(Stored data entries)
---*---
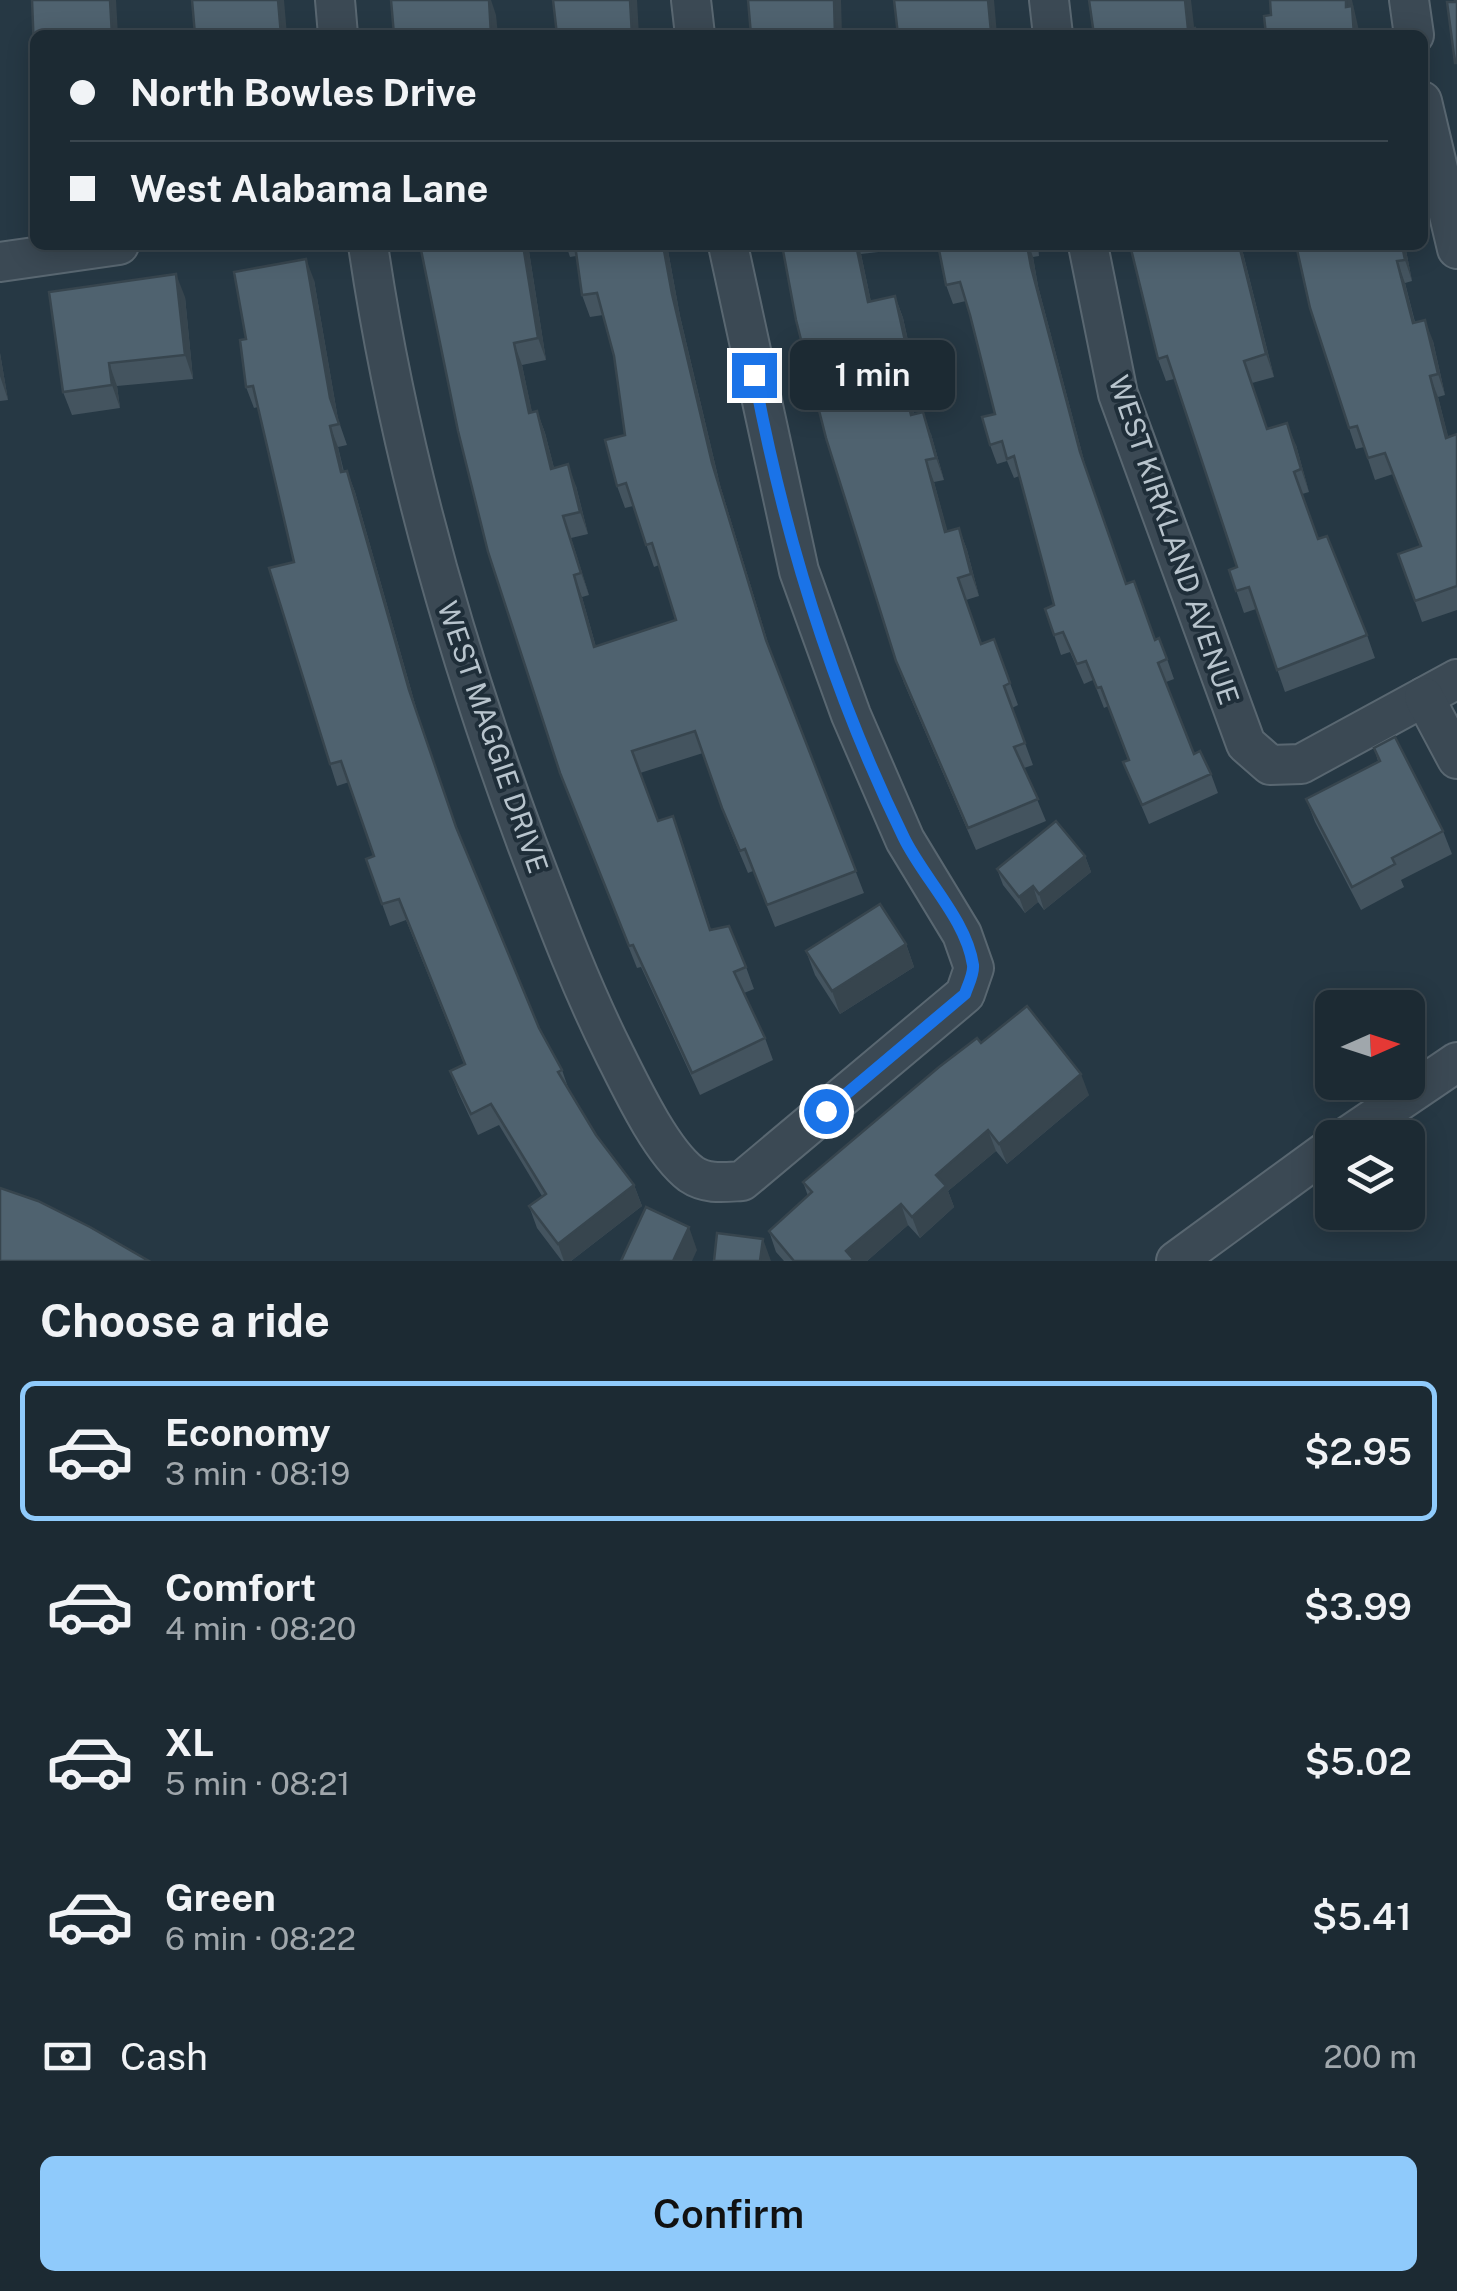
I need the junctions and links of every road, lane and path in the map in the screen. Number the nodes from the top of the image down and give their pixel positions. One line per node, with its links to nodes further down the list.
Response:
1 (335, 0): 5 (street)
2 (691, 0): 6 (street)
3 (1049, 0): 7 (street)
4 (1410, 0): 8 (street)
5 (338, 30)
6 (695, 30)
7 (1052, 30)
8 (1413, 30)
9 (1428, 126): 10 (street)
10 (1457, 249)
11 (83, 250): 15 (street)
12 (369, 250): 13 (street, WEST MAGGIE DRIVE)
13 (729, 250)
14 (1089, 250): 17 (street, WEST KIRKLAND AVENUE)
15 (0, 262)
16 (1457, 679): 17 (street)
17 (1424, 697): 18 (street)
18 (1457, 759)
19 (1457, 1062): 20 (street)
20 (1372, 1120)
21 (1315, 1159): 22 (street)
22 (1176, 1261)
---*---
## THE PROBLEM
From the first line to the last, copy the records above exactly and drop any pictures.

## ANSWER FOR THIS EXERCISE
I need the junctions and links of every road, lane and path in the map in the screen. Number the nodes from the top of the image down and give their pixel positions. One line per node, with its links to nodes further down the list.
Response:
1 (335, 0): 5 (street)
2 (691, 0): 6 (street)
3 (1049, 0): 7 (street)
4 (1410, 0): 8 (street)
5 (338, 30)
6 (695, 30)
7 (1052, 30)
8 (1413, 30)
9 (1428, 126): 10 (street)
10 (1457, 249)
11 (83, 250): 15 (street)
12 (369, 250): 13 (street, WEST MAGGIE DRIVE)
13 (729, 250)
14 (1089, 250): 17 (street, WEST KIRKLAND AVENUE)
15 (0, 262)
16 (1457, 679): 17 (street)
17 (1424, 697): 18 (street)
18 (1457, 759)
19 (1457, 1062): 20 (street)
20 (1372, 1120)
21 (1315, 1159): 22 (street)
22 (1176, 1261)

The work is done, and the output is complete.